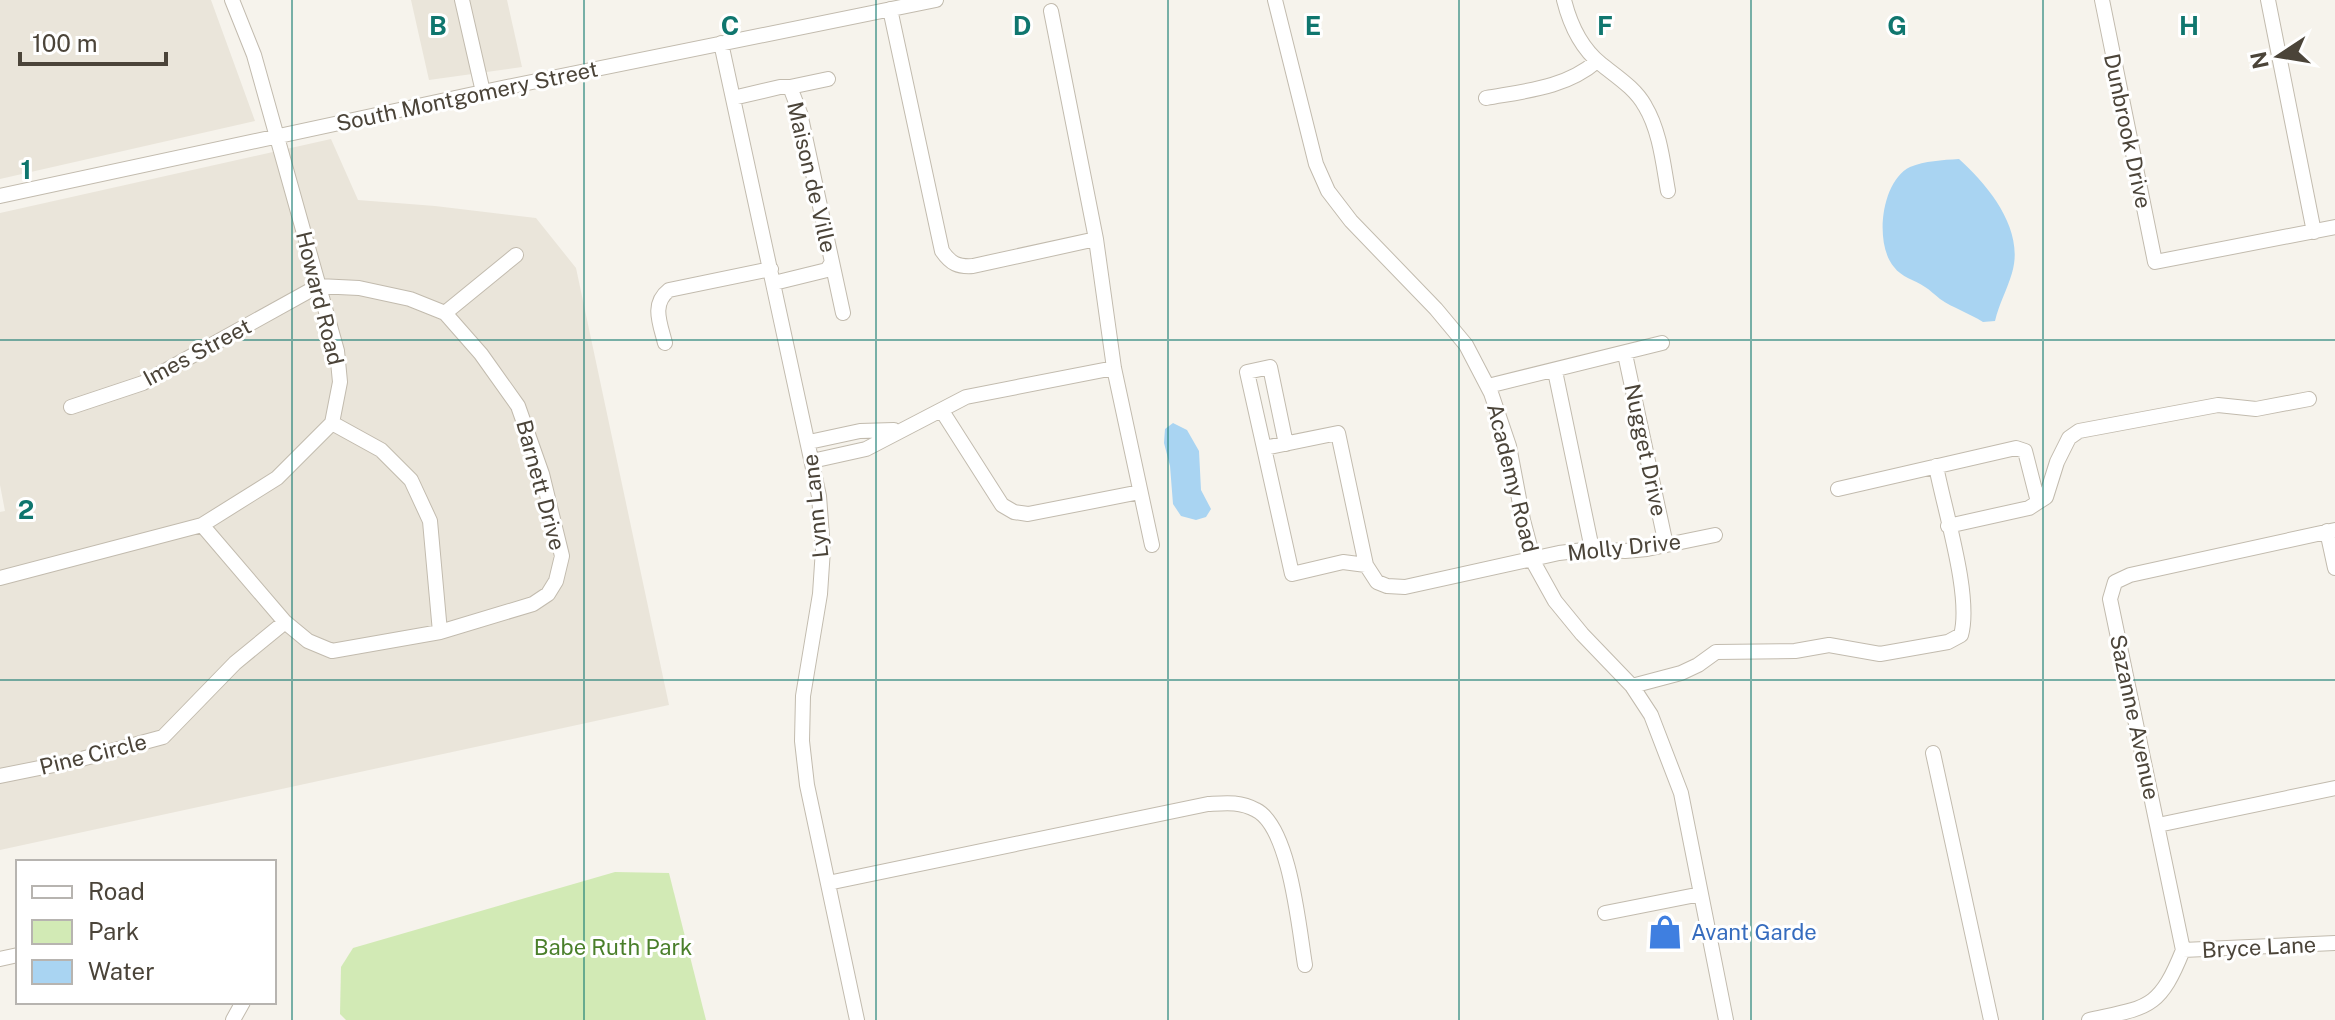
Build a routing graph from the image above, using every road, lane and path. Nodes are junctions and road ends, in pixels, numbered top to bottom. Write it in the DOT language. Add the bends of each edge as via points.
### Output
graph roads {
  1 [pos="232,0"];
  2 [pos="462,0"];
  3 [pos="936,0"];
  4 [pos="1275,0"];
  5 [pos="1564,0"];
  6 [pos="2102,0"];
  7 [pos="2268,0"];
  8 [pos="890,9"];
  9 [pos="1051,11"];
  10 [pos="721,43"];
  11 [pos="1597,61"];
  12 [pos="828,79"];
  13 [pos="790,87"];
  14 [pos="483,92"];
  15 [pos="733,98"];
  16 [pos="1486,98"];
  17 [pos="275,137"];
  18 [pos="1668,191"];
  19 [pos="0,196"];
  20 [pos="2335,227"];
  21 [pos="2314,232"];
  22 [pos="1096,239"];
  23 [pos="516,255"];
  24 [pos="832,262"];
  25 [pos="772,276"];
  26 [pos="318,286"];
  27 [pos="445,313"];
  28 [pos="843,313"];
  29 [pos="665,343"];
  30 [pos="1662,343"];
  31 [pos="1625,354"];
  32 [pos="1114,368"];
  33 [pos="1555,371"];
  34 [pos="1488,386"];
  35 [pos="2309,399"];
  36 [pos="71,407"];
  37 [pos="942,411"];
  38 [pos="332,423"];
  39 [pos="899,430"];
  40 [pos="809,442"];
  41 [pos="1286,444"];
  42 [pos="1264,448"];
  43 [pos="812,461"];
  44 [pos="1936,466"];
  45 [pos="1838,489"];
  46 [pos="1140,492"];
  47 [pos="2038,502"];
  48 [pos="202,525"];
  49 [pos="1948,526"];
  50 [pos="2331,531"];
  51 [pos="1715,535"];
  52 [pos="1152,545"];
  53 [pos="1666,545"];
  54 [pos="1592,549"];
  55 [pos="1533,558"];
  56 [pos="1366,565"];
  57 [pos="2335,568"];
  58 [pos="0,578"];
  59 [pos="285,622"];
  60 [pos="440,632"];
  61 [pos="1632,686"];
  62 [pos="1933,753"];
  63 [pos="0,776"];
  64 [pos="2335,788"];
  65 [pos="2158,825"];
  66 [pos="828,883"];
  67 [pos="1701,894"];
  68 [pos="1605,913"];
  69 [pos="2335,943"];
  70 [pos="2183,950"];
  71 [pos="1305,965"];
  72 [pos="857,1020"];
  73 [pos="1726,1020"];
  74 [pos="1991,1020"];
  75 [pos="2089,1020"];
  1 -- 17 [label="street, Howard Road" via="254,55"];
  2 -- 14 [label="street"];
  3 -- 8 [label="street, South Montgomery Street"];
  4 -- 34 [label="street, Academy Road" via="1314,157 1328,191 1466,345"];
  5 -- 11 [label="street" via="1580,39"];
  6 -- 21 [label="street, Dunbrook Drive" via="2155,262"];
  7 -- 21 [label="street"];
  8 -- 10 [label="street, South Montgomery Street"];
  8 -- 22 [label="street" via="948,261 973,266"];
  9 -- 22 [label="street"];
  10 -- 14 [label="street, South Montgomery Street"];
  10 -- 15 [label="street, Lynn Lane"];
  11 -- 16 [label="street" via="1555,85"];
  11 -- 18 [label="street" via="1646,107"];
  12 -- 13 [label="street"];
  13 -- 15 [label="street, Maison de Ville"];
  13 -- 24 [label="street, Maison de Ville"];
  14 -- 17 [label="street, South Montgomery Street"];
  15 -- 25 [label="street, Lynn Lane"];
  17 -- 19 [label="street, South Montgomery Street"];
  17 -- 26 [label="street, Howard Road"];
  20 -- 21 [label="street"];
  22 -- 32 [label="street"];
  23 -- 27 [label="street"];
  24 -- 25 [label="street, Maison de Ville" via="827,270"];
  24 -- 28 [label="street"];
  25 -- 29 [label="street, Maison de Ville" via="669,290 657,306"];
  25 -- 40 [label="street, Lynn Lane"];
  26 -- 27 [label="street, Barnett Drive" via="384,293"];
  26 -- 36 [label="street, Imes Street" via="143,383"];
  26 -- 38 [label="street, Howard Road" via="337,351 340,382"];
  27 -- 60 [label="street, Barnett Drive" via="518,406 562,556 556,581 533,604"];
  30 -- 31 [label="street"];
  31 -- 33 [label="street"];
  31 -- 53 [label="street, Nugget Drive"];
  32 -- 37 [label="street" via="966,397"];
  32 -- 46 [label="street"];
  33 -- 34 [label="street"];
  33 -- 54 [label="street"];
  34 -- 55 [label="street, Academy Road" via="1509,446"];
  35 -- 47 [label="street" via="2256,409 2218,405 2079,431 2069,438 2046,497"];
  37 -- 39 [label="street"];
  37 -- 46 [label="street" via="1002,505 1014,512 1028,514"];
  38 -- 48 [label="street" via="277,478"];
  38 -- 60 [label="street" via="381,450 411,480 430,521"];
  39 -- 40 [label="street" via="860,431"];
  39 -- 43 [label="street" via="866,449"];
  40 -- 43 [label="street, Lynn Lane"];
  41 -- 42 [label="street"];
  41 -- 42 [label="street" via="1270,367 1247,372"];
  41 -- 56 [label="street" via="1338,433"];
  42 -- 56 [label="street" via="1292,574 1343,562"];
  43 -- 66 [label="street, Lynn Lane" via="823,549 802,741"];
  44 -- 45 [label="street"];
  44 -- 47 [label="street" via="2016,448 2025,451"];
  44 -- 49 [label="street"];
  46 -- 52 [label="street"];
  47 -- 49 [label="street"];
  48 -- 58 [label="street"];
  48 -- 59 [label="street, Barnett Drive"];
  49 -- 61 [label="street" via="1965,619 1961,635 1948,642 1880,654 1829,645 1716,652 1681,673"];
  50 -- 57 [label="street"];
  50 -- 65 [label="street, Sazanne Avenue" via="2115,582 2110,599"];
  51 -- 53 [label="street, Molly Drive"];
  53 -- 54 [label="street, Molly Drive"];
  54 -- 55 [label="street, Molly Drive"];
  55 -- 56 [label="street, Molly Drive" via="1405,587 1377,582"];
  55 -- 61 [label="street, Academy Road" via="1555,601"];
  59 -- 60 [label="street, Barnett Drive" via="308,641 332,651"];
  59 -- 63 [label="street, Pine Circle" via="235,663 163,737"];
  61 -- 67 [label="street, Academy Road" via="1651,715 1681,793"];
  62 -- 74 [label="street"];
  64 -- 65 [label="street"];
  65 -- 70 [label="street, Sazanne Avenue"];
  66 -- 71 [label="street" via="1208,804 1242,804 1270,820 1280,839"];
  66 -- 72 [label="street, Lynn Lane"];
  67 -- 68 [label="street"];
  67 -- 73 [label="street, Academy Road"];
  69 -- 70 [label="street, Bryce Lane"];
  70 -- 75 [label="street" via="2161,995 2140,1009"];
}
- - -
[Task instructions]
Print every entry exactly as written, without the pictures.

[Exercise output]
Build a routing graph from the image above, using every road, lane and path. Nodes are junctions and road ends, in pixels, numbered top to bottom. Write it in the DOT language. Add the bends of each edge as via points.
### Output
graph roads {
  1 [pos="232,0"];
  2 [pos="462,0"];
  3 [pos="936,0"];
  4 [pos="1275,0"];
  5 [pos="1564,0"];
  6 [pos="2102,0"];
  7 [pos="2268,0"];
  8 [pos="890,9"];
  9 [pos="1051,11"];
  10 [pos="721,43"];
  11 [pos="1597,61"];
  12 [pos="828,79"];
  13 [pos="790,87"];
  14 [pos="483,92"];
  15 [pos="733,98"];
  16 [pos="1486,98"];
  17 [pos="275,137"];
  18 [pos="1668,191"];
  19 [pos="0,196"];
  20 [pos="2335,227"];
  21 [pos="2314,232"];
  22 [pos="1096,239"];
  23 [pos="516,255"];
  24 [pos="832,262"];
  25 [pos="772,276"];
  26 [pos="318,286"];
  27 [pos="445,313"];
  28 [pos="843,313"];
  29 [pos="665,343"];
  30 [pos="1662,343"];
  31 [pos="1625,354"];
  32 [pos="1114,368"];
  33 [pos="1555,371"];
  34 [pos="1488,386"];
  35 [pos="2309,399"];
  36 [pos="71,407"];
  37 [pos="942,411"];
  38 [pos="332,423"];
  39 [pos="899,430"];
  40 [pos="809,442"];
  41 [pos="1286,444"];
  42 [pos="1264,448"];
  43 [pos="812,461"];
  44 [pos="1936,466"];
  45 [pos="1838,489"];
  46 [pos="1140,492"];
  47 [pos="2038,502"];
  48 [pos="202,525"];
  49 [pos="1948,526"];
  50 [pos="2331,531"];
  51 [pos="1715,535"];
  52 [pos="1152,545"];
  53 [pos="1666,545"];
  54 [pos="1592,549"];
  55 [pos="1533,558"];
  56 [pos="1366,565"];
  57 [pos="2335,568"];
  58 [pos="0,578"];
  59 [pos="285,622"];
  60 [pos="440,632"];
  61 [pos="1632,686"];
  62 [pos="1933,753"];
  63 [pos="0,776"];
  64 [pos="2335,788"];
  65 [pos="2158,825"];
  66 [pos="828,883"];
  67 [pos="1701,894"];
  68 [pos="1605,913"];
  69 [pos="2335,943"];
  70 [pos="2183,950"];
  71 [pos="1305,965"];
  72 [pos="857,1020"];
  73 [pos="1726,1020"];
  74 [pos="1991,1020"];
  75 [pos="2089,1020"];
  1 -- 17 [label="street, Howard Road" via="254,55"];
  2 -- 14 [label="street"];
  3 -- 8 [label="street, South Montgomery Street"];
  4 -- 34 [label="street, Academy Road" via="1314,157 1328,191 1466,345"];
  5 -- 11 [label="street" via="1580,39"];
  6 -- 21 [label="street, Dunbrook Drive" via="2155,262"];
  7 -- 21 [label="street"];
  8 -- 10 [label="street, South Montgomery Street"];
  8 -- 22 [label="street" via="948,261 973,266"];
  9 -- 22 [label="street"];
  10 -- 14 [label="street, South Montgomery Street"];
  10 -- 15 [label="street, Lynn Lane"];
  11 -- 16 [label="street" via="1555,85"];
  11 -- 18 [label="street" via="1646,107"];
  12 -- 13 [label="street"];
  13 -- 15 [label="street, Maison de Ville"];
  13 -- 24 [label="street, Maison de Ville"];
  14 -- 17 [label="street, South Montgomery Street"];
  15 -- 25 [label="street, Lynn Lane"];
  17 -- 19 [label="street, South Montgomery Street"];
  17 -- 26 [label="street, Howard Road"];
  20 -- 21 [label="street"];
  22 -- 32 [label="street"];
  23 -- 27 [label="street"];
  24 -- 25 [label="street, Maison de Ville" via="827,270"];
  24 -- 28 [label="street"];
  25 -- 29 [label="street, Maison de Ville" via="669,290 657,306"];
  25 -- 40 [label="street, Lynn Lane"];
  26 -- 27 [label="street, Barnett Drive" via="384,293"];
  26 -- 36 [label="street, Imes Street" via="143,383"];
  26 -- 38 [label="street, Howard Road" via="337,351 340,382"];
  27 -- 60 [label="street, Barnett Drive" via="518,406 562,556 556,581 533,604"];
  30 -- 31 [label="street"];
  31 -- 33 [label="street"];
  31 -- 53 [label="street, Nugget Drive"];
  32 -- 37 [label="street" via="966,397"];
  32 -- 46 [label="street"];
  33 -- 34 [label="street"];
  33 -- 54 [label="street"];
  34 -- 55 [label="street, Academy Road" via="1509,446"];
  35 -- 47 [label="street" via="2256,409 2218,405 2079,431 2069,438 2046,497"];
  37 -- 39 [label="street"];
  37 -- 46 [label="street" via="1002,505 1014,512 1028,514"];
  38 -- 48 [label="street" via="277,478"];
  38 -- 60 [label="street" via="381,450 411,480 430,521"];
  39 -- 40 [label="street" via="860,431"];
  39 -- 43 [label="street" via="866,449"];
  40 -- 43 [label="street, Lynn Lane"];
  41 -- 42 [label="street"];
  41 -- 42 [label="street" via="1270,367 1247,372"];
  41 -- 56 [label="street" via="1338,433"];
  42 -- 56 [label="street" via="1292,574 1343,562"];
  43 -- 66 [label="street, Lynn Lane" via="823,549 802,741"];
  44 -- 45 [label="street"];
  44 -- 47 [label="street" via="2016,448 2025,451"];
  44 -- 49 [label="street"];
  46 -- 52 [label="street"];
  47 -- 49 [label="street"];
  48 -- 58 [label="street"];
  48 -- 59 [label="street, Barnett Drive"];
  49 -- 61 [label="street" via="1965,619 1961,635 1948,642 1880,654 1829,645 1716,652 1681,673"];
  50 -- 57 [label="street"];
  50 -- 65 [label="street, Sazanne Avenue" via="2115,582 2110,599"];
  51 -- 53 [label="street, Molly Drive"];
  53 -- 54 [label="street, Molly Drive"];
  54 -- 55 [label="street, Molly Drive"];
  55 -- 56 [label="street, Molly Drive" via="1405,587 1377,582"];
  55 -- 61 [label="street, Academy Road" via="1555,601"];
  59 -- 60 [label="street, Barnett Drive" via="308,641 332,651"];
  59 -- 63 [label="street, Pine Circle" via="235,663 163,737"];
  61 -- 67 [label="street, Academy Road" via="1651,715 1681,793"];
  62 -- 74 [label="street"];
  64 -- 65 [label="street"];
  65 -- 70 [label="street, Sazanne Avenue"];
  66 -- 71 [label="street" via="1208,804 1242,804 1270,820 1280,839"];
  66 -- 72 [label="street, Lynn Lane"];
  67 -- 68 [label="street"];
  67 -- 73 [label="street, Academy Road"];
  69 -- 70 [label="street, Bryce Lane"];
  70 -- 75 [label="street" via="2161,995 2140,1009"];
}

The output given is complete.